WORK REQUEST: Copy each entry below exactly. No images.

=== DATA RECORDS ===

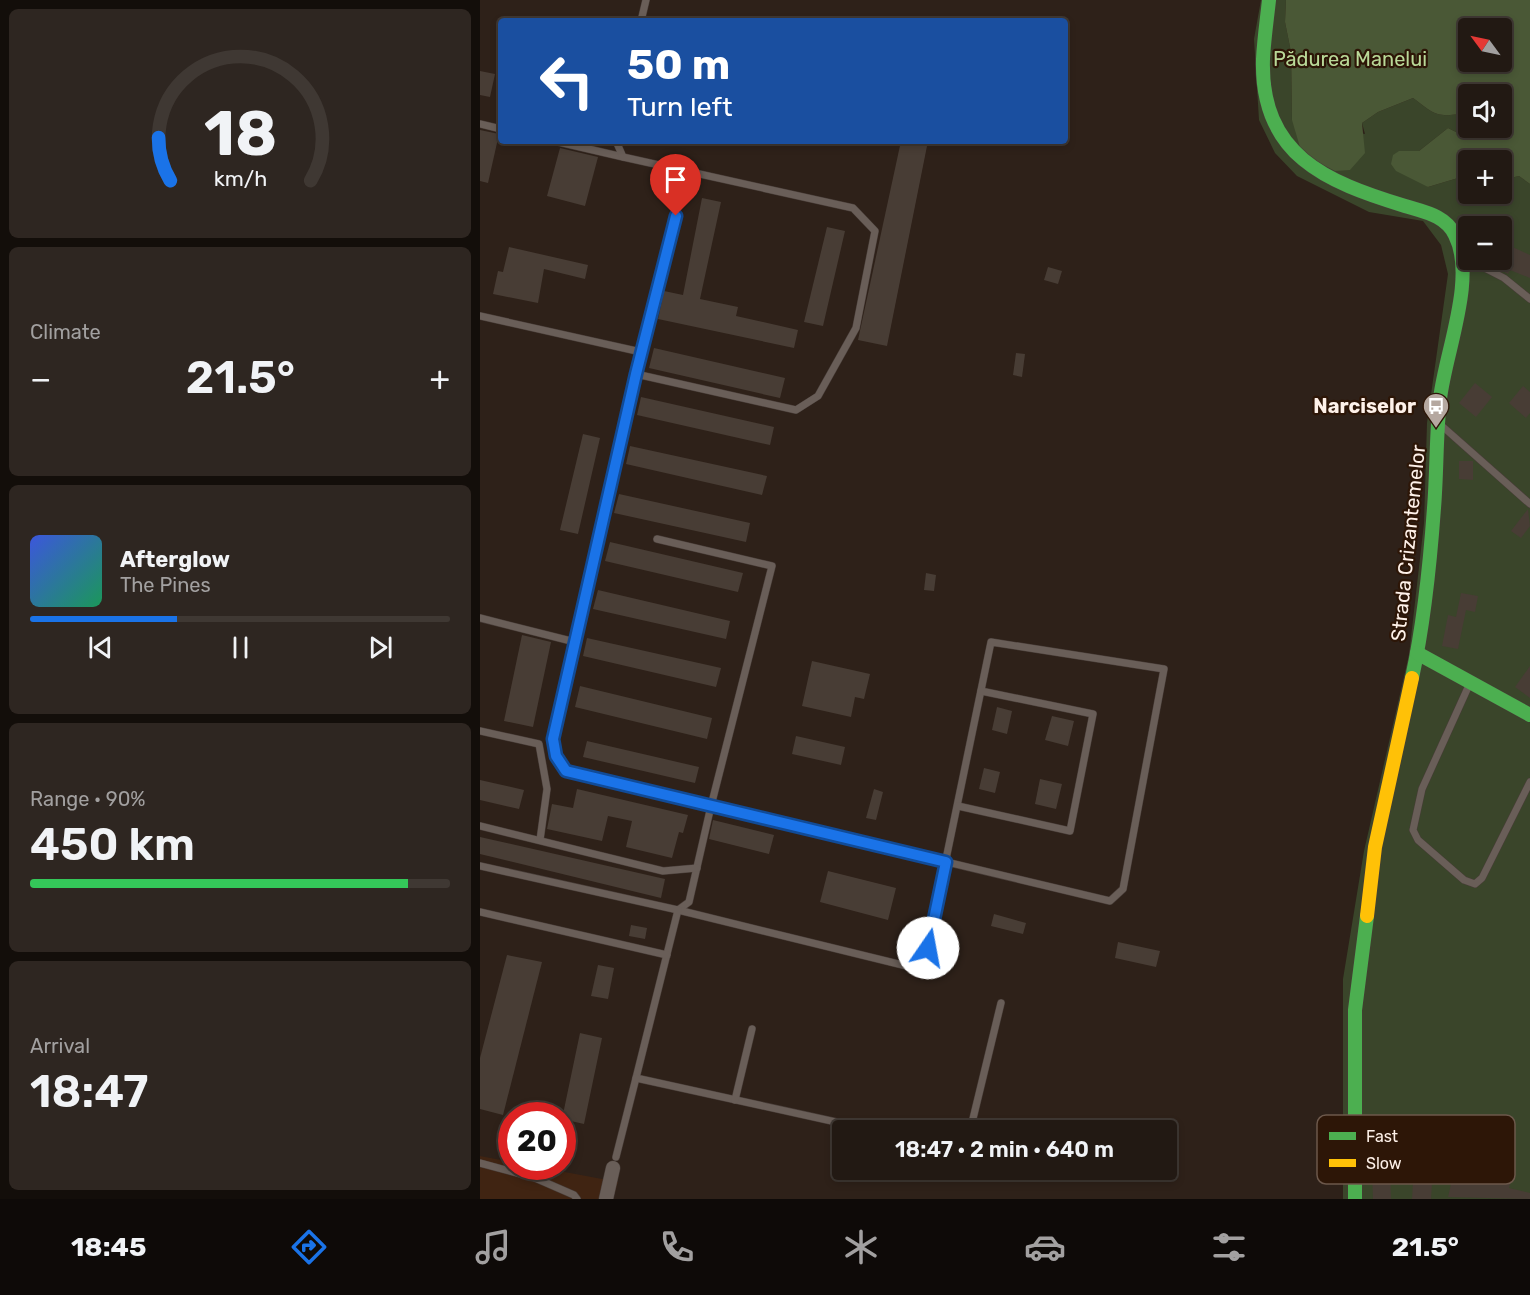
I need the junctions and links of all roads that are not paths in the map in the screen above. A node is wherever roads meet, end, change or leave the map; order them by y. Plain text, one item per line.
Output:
1 (646, 0) edge
2 (1269, 0) edge
3 (642, 18) edge
4 (480, 124) edge
5 (498, 128) edge
6 (567, 144) edge
7 (617, 144) edge
8 (623, 157) junction
9 (687, 171) junction
10 (1458, 241) edge
11 (1465, 270) edge
12 (1489, 270) edge
13 (1530, 299) edge
14 (480, 316) edge
15 (641, 352) junction
16 (636, 374) junction
17 (1439, 424) junction
18 (1530, 504) edge
19 (657, 538) dead end
20 (480, 618) edge
21 (575, 642) junction
22 (1417, 652) junction
23 (1471, 681) junction
24 (981, 691) junction
25 (1530, 715) edge
26 (480, 731) edge
27 (1530, 782) edge
28 (711, 806) junction
29 (958, 806) junction
30 (480, 826) edge
31 (540, 840) junction
32 (946, 862) junction
33 (480, 866) edge
34 (697, 868) junction
35 (678, 910) junction
36 (480, 912) edge
37 (667, 955) junction
38 (1001, 1003) dead end
39 (752, 1029) dead end
40 (636, 1078) junction
41 (735, 1100) junction
42 (1355, 1115) edge
43 (973, 1120) edge
44 (832, 1121) edge
45 (614, 1162) joint
46 (480, 1163) edge
47 (1356, 1184) edge
48 (577, 1199) edge
49 (606, 1199) edge
50 (1356, 1199) edge

1 - 3 lane
2 - 10 street, Strada Crizantemelor
4 - 5 lane
6 - 8 lane
7 - 8 lane
8 - 9 lane
9 - 15 lane
9 - 16 lane
11 - 17 street, Strada Crizantemelor
12 - 13 lane
14 - 15 lane
15 - 16 lane
16 - 21 lane
17 - 18 lane
17 - 22 street, Strada Crizantemelor
19 - 28 lane
20 - 21 lane
21 - 28 lane
22 - 23 street
22 - 42 street, Strada Crizantemelor
23 - 25 street
23 - 27 lane
24 - 29 lane
24 - 29 lane
24 - 32 lane
26 - 31 lane
28 - 32 lane
28 - 34 lane
29 - 32 lane
30 - 31 lane
31 - 34 lane
32 - 35 lane
33 - 35 lane
34 - 35 lane
35 - 37 lane
36 - 37 lane
37 - 40 lane
38 - 43 lane
39 - 41 lane
40 - 41 lane
40 - 45 lane
41 - 44 lane
45 - 49 street
46 - 48 lane
47 - 50 street, Strada Crizantemelor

===

ANSWER TO THIS TASK:
I need the junctions and links of all roads that are not paths in the map in the screen above. A node is wherever roads meet, end, change or leave the map; order them by y. Plain text, one item per line.
Output:
1 (646, 0) edge
2 (1269, 0) edge
3 (642, 18) edge
4 (480, 124) edge
5 (498, 128) edge
6 (567, 144) edge
7 (617, 144) edge
8 (623, 157) junction
9 (687, 171) junction
10 (1458, 241) edge
11 (1465, 270) edge
12 (1489, 270) edge
13 (1530, 299) edge
14 (480, 316) edge
15 (641, 352) junction
16 (636, 374) junction
17 (1439, 424) junction
18 (1530, 504) edge
19 (657, 538) dead end
20 (480, 618) edge
21 (575, 642) junction
22 (1417, 652) junction
23 (1471, 681) junction
24 (981, 691) junction
25 (1530, 715) edge
26 (480, 731) edge
27 (1530, 782) edge
28 (711, 806) junction
29 (958, 806) junction
30 (480, 826) edge
31 (540, 840) junction
32 (946, 862) junction
33 (480, 866) edge
34 (697, 868) junction
35 (678, 910) junction
36 (480, 912) edge
37 (667, 955) junction
38 (1001, 1003) dead end
39 (752, 1029) dead end
40 (636, 1078) junction
41 (735, 1100) junction
42 (1355, 1115) edge
43 (973, 1120) edge
44 (832, 1121) edge
45 (614, 1162) joint
46 (480, 1163) edge
47 (1356, 1184) edge
48 (577, 1199) edge
49 (606, 1199) edge
50 (1356, 1199) edge

1 - 3 lane
2 - 10 street, Strada Crizantemelor
4 - 5 lane
6 - 8 lane
7 - 8 lane
8 - 9 lane
9 - 15 lane
9 - 16 lane
11 - 17 street, Strada Crizantemelor
12 - 13 lane
14 - 15 lane
15 - 16 lane
16 - 21 lane
17 - 18 lane
17 - 22 street, Strada Crizantemelor
19 - 28 lane
20 - 21 lane
21 - 28 lane
22 - 23 street
22 - 42 street, Strada Crizantemelor
23 - 25 street
23 - 27 lane
24 - 29 lane
24 - 29 lane
24 - 32 lane
26 - 31 lane
28 - 32 lane
28 - 34 lane
29 - 32 lane
30 - 31 lane
31 - 34 lane
32 - 35 lane
33 - 35 lane
34 - 35 lane
35 - 37 lane
36 - 37 lane
37 - 40 lane
38 - 43 lane
39 - 41 lane
40 - 41 lane
40 - 45 lane
41 - 44 lane
45 - 49 street
46 - 48 lane
47 - 50 street, Strada Crizantemelor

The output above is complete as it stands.